*** Block opens ***

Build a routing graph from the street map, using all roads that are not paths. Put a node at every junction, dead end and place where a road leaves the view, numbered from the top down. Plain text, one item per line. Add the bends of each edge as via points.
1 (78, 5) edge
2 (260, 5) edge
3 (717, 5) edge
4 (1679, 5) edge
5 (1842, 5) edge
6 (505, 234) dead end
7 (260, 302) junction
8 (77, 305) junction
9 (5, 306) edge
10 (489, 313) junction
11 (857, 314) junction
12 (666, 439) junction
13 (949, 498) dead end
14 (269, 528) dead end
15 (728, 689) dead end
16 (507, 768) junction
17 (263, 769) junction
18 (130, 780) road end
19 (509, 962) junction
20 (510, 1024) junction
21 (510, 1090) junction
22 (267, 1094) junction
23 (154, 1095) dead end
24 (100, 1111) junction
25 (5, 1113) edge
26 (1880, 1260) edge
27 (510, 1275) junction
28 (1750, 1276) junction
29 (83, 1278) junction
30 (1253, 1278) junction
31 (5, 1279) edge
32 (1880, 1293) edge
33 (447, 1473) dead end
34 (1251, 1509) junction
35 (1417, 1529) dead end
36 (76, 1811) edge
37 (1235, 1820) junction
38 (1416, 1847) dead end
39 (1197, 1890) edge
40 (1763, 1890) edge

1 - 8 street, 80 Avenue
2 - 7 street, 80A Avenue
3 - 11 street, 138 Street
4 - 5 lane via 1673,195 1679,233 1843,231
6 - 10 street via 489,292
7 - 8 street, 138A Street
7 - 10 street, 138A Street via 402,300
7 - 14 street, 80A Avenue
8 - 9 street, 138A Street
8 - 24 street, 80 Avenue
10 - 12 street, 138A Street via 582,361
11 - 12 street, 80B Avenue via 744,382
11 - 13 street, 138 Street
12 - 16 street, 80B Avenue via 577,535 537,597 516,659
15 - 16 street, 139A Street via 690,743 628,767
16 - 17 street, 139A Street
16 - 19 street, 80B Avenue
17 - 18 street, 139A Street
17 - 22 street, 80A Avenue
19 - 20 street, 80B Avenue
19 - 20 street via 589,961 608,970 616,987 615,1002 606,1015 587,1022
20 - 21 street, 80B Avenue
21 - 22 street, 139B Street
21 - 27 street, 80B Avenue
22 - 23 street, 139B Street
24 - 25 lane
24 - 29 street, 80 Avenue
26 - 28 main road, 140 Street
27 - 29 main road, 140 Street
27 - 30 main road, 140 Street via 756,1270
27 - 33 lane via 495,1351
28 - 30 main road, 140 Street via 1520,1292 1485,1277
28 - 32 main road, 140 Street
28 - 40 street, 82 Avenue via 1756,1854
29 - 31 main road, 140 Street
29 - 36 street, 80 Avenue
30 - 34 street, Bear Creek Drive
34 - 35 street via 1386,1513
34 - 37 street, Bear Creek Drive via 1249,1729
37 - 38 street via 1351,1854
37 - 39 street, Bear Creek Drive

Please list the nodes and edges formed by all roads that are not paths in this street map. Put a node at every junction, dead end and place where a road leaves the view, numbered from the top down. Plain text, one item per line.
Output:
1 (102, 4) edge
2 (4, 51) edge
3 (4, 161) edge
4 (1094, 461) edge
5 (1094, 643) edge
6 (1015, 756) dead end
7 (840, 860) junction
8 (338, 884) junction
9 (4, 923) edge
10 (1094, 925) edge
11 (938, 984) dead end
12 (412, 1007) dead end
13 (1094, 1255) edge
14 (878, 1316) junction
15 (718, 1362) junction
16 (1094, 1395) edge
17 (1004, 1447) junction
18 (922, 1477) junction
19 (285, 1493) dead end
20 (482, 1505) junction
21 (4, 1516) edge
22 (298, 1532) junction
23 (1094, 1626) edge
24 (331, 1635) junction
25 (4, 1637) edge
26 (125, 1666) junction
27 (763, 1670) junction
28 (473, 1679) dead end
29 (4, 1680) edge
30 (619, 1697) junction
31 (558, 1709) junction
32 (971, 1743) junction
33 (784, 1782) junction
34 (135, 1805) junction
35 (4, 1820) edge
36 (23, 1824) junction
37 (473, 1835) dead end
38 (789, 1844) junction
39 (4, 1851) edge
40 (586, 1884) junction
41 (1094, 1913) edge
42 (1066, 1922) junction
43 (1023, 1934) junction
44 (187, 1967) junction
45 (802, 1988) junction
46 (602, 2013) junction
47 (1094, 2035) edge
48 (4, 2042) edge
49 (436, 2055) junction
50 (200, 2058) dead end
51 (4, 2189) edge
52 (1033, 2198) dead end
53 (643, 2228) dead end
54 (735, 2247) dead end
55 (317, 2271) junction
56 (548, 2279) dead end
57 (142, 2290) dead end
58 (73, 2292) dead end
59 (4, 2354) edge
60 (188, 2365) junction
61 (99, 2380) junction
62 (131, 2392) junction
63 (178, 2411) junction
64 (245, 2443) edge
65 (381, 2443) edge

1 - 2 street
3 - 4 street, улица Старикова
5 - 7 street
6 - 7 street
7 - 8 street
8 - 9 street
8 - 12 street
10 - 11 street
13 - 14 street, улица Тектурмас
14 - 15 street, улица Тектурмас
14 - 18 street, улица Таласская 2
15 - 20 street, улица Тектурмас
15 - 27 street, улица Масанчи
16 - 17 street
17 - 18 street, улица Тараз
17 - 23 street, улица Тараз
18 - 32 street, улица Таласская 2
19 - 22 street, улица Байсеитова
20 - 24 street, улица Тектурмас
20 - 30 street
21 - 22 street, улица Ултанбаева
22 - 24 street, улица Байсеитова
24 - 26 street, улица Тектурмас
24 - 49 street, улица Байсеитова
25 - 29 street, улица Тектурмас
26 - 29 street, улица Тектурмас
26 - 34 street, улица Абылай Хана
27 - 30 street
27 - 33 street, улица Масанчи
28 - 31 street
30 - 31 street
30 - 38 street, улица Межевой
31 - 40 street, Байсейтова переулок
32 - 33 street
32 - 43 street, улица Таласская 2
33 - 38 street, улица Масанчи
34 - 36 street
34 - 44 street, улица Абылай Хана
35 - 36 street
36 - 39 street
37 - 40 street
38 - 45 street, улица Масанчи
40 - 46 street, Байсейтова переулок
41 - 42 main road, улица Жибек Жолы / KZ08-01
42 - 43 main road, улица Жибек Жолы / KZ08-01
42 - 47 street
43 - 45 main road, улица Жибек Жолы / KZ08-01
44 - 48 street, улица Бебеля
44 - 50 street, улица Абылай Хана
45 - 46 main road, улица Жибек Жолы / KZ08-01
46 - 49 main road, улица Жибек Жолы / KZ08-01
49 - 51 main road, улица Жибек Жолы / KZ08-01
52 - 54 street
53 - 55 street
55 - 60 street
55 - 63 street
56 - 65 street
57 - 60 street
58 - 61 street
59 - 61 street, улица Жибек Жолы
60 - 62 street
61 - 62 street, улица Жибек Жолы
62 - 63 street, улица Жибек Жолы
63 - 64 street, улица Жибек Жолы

*** Block closes ***

Activity
Repeat the whole listing, keeping every word exactly as it is.

Task response
Build a routing graph from the street map, using all roads that are not paths. Put a node at every junction, dead end and place where a road leaves the view, numbered from the top down. Plain text, one item per line. Add the bends of each edge as via points.
1 (78, 5) edge
2 (260, 5) edge
3 (717, 5) edge
4 (1679, 5) edge
5 (1842, 5) edge
6 (505, 234) dead end
7 (260, 302) junction
8 (77, 305) junction
9 (5, 306) edge
10 (489, 313) junction
11 (857, 314) junction
12 (666, 439) junction
13 (949, 498) dead end
14 (269, 528) dead end
15 (728, 689) dead end
16 (507, 768) junction
17 (263, 769) junction
18 (130, 780) road end
19 (509, 962) junction
20 (510, 1024) junction
21 (510, 1090) junction
22 (267, 1094) junction
23 (154, 1095) dead end
24 (100, 1111) junction
25 (5, 1113) edge
26 (1880, 1260) edge
27 (510, 1275) junction
28 (1750, 1276) junction
29 (83, 1278) junction
30 (1253, 1278) junction
31 (5, 1279) edge
32 (1880, 1293) edge
33 (447, 1473) dead end
34 (1251, 1509) junction
35 (1417, 1529) dead end
36 (76, 1811) edge
37 (1235, 1820) junction
38 (1416, 1847) dead end
39 (1197, 1890) edge
40 (1763, 1890) edge

1 - 8 street, 80 Avenue
2 - 7 street, 80A Avenue
3 - 11 street, 138 Street
4 - 5 lane via 1673,195 1679,233 1843,231
6 - 10 street via 489,292
7 - 8 street, 138A Street
7 - 10 street, 138A Street via 402,300
7 - 14 street, 80A Avenue
8 - 9 street, 138A Street
8 - 24 street, 80 Avenue
10 - 12 street, 138A Street via 582,361
11 - 12 street, 80B Avenue via 744,382
11 - 13 street, 138 Street
12 - 16 street, 80B Avenue via 577,535 537,597 516,659
15 - 16 street, 139A Street via 690,743 628,767
16 - 17 street, 139A Street
16 - 19 street, 80B Avenue
17 - 18 street, 139A Street
17 - 22 street, 80A Avenue
19 - 20 street, 80B Avenue
19 - 20 street via 589,961 608,970 616,987 615,1002 606,1015 587,1022
20 - 21 street, 80B Avenue
21 - 22 street, 139B Street
21 - 27 street, 80B Avenue
22 - 23 street, 139B Street
24 - 25 lane
24 - 29 street, 80 Avenue
26 - 28 main road, 140 Street
27 - 29 main road, 140 Street
27 - 30 main road, 140 Street via 756,1270
27 - 33 lane via 495,1351
28 - 30 main road, 140 Street via 1520,1292 1485,1277
28 - 32 main road, 140 Street
28 - 40 street, 82 Avenue via 1756,1854
29 - 31 main road, 140 Street
29 - 36 street, 80 Avenue
30 - 34 street, Bear Creek Drive
34 - 35 street via 1386,1513
34 - 37 street, Bear Creek Drive via 1249,1729
37 - 38 street via 1351,1854
37 - 39 street, Bear Creek Drive

Please list the nodes and edges formed by all roads that are not paths in this street map. Put a node at every junction, dead end and place where a road leaves the view, numbered from the top down. Plain text, one item per line.
Output:
1 (102, 4) edge
2 (4, 51) edge
3 (4, 161) edge
4 (1094, 461) edge
5 (1094, 643) edge
6 (1015, 756) dead end
7 (840, 860) junction
8 (338, 884) junction
9 (4, 923) edge
10 (1094, 925) edge
11 (938, 984) dead end
12 (412, 1007) dead end
13 (1094, 1255) edge
14 (878, 1316) junction
15 (718, 1362) junction
16 (1094, 1395) edge
17 (1004, 1447) junction
18 (922, 1477) junction
19 (285, 1493) dead end
20 (482, 1505) junction
21 (4, 1516) edge
22 (298, 1532) junction
23 (1094, 1626) edge
24 (331, 1635) junction
25 (4, 1637) edge
26 (125, 1666) junction
27 (763, 1670) junction
28 (473, 1679) dead end
29 (4, 1680) edge
30 (619, 1697) junction
31 (558, 1709) junction
32 (971, 1743) junction
33 (784, 1782) junction
34 (135, 1805) junction
35 (4, 1820) edge
36 (23, 1824) junction
37 (473, 1835) dead end
38 (789, 1844) junction
39 (4, 1851) edge
40 (586, 1884) junction
41 (1094, 1913) edge
42 (1066, 1922) junction
43 (1023, 1934) junction
44 (187, 1967) junction
45 (802, 1988) junction
46 (602, 2013) junction
47 (1094, 2035) edge
48 (4, 2042) edge
49 (436, 2055) junction
50 (200, 2058) dead end
51 (4, 2189) edge
52 (1033, 2198) dead end
53 (643, 2228) dead end
54 (735, 2247) dead end
55 (317, 2271) junction
56 (548, 2279) dead end
57 (142, 2290) dead end
58 (73, 2292) dead end
59 (4, 2354) edge
60 (188, 2365) junction
61 (99, 2380) junction
62 (131, 2392) junction
63 (178, 2411) junction
64 (245, 2443) edge
65 (381, 2443) edge

1 - 2 street
3 - 4 street, улица Старикова
5 - 7 street
6 - 7 street
7 - 8 street
8 - 9 street
8 - 12 street
10 - 11 street
13 - 14 street, улица Тектурмас
14 - 15 street, улица Тектурмас
14 - 18 street, улица Таласская 2
15 - 20 street, улица Тектурмас
15 - 27 street, улица Масанчи
16 - 17 street
17 - 18 street, улица Тараз
17 - 23 street, улица Тараз
18 - 32 street, улица Таласская 2
19 - 22 street, улица Байсеитова
20 - 24 street, улица Тектурмас
20 - 30 street
21 - 22 street, улица Ултанбаева
22 - 24 street, улица Байсеитова
24 - 26 street, улица Тектурмас
24 - 49 street, улица Байсеитова
25 - 29 street, улица Тектурмас
26 - 29 street, улица Тектурмас
26 - 34 street, улица Абылай Хана
27 - 30 street
27 - 33 street, улица Масанчи
28 - 31 street
30 - 31 street
30 - 38 street, улица Межевой
31 - 40 street, Байсейтова переулок
32 - 33 street
32 - 43 street, улица Таласская 2
33 - 38 street, улица Масанчи
34 - 36 street
34 - 44 street, улица Абылай Хана
35 - 36 street
36 - 39 street
37 - 40 street
38 - 45 street, улица Масанчи
40 - 46 street, Байсейтова переулок
41 - 42 main road, улица Жибек Жолы / KZ08-01
42 - 43 main road, улица Жибек Жолы / KZ08-01
42 - 47 street
43 - 45 main road, улица Жибек Жолы / KZ08-01
44 - 48 street, улица Бебеля
44 - 50 street, улица Абылай Хана
45 - 46 main road, улица Жибек Жолы / KZ08-01
46 - 49 main road, улица Жибек Жолы / KZ08-01
49 - 51 main road, улица Жибек Жолы / KZ08-01
52 - 54 street
53 - 55 street
55 - 60 street
55 - 63 street
56 - 65 street
57 - 60 street
58 - 61 street
59 - 61 street, улица Жибек Жолы
60 - 62 street
61 - 62 street, улица Жибек Жолы
62 - 63 street, улица Жибек Жолы
63 - 64 street, улица Жибек Жолы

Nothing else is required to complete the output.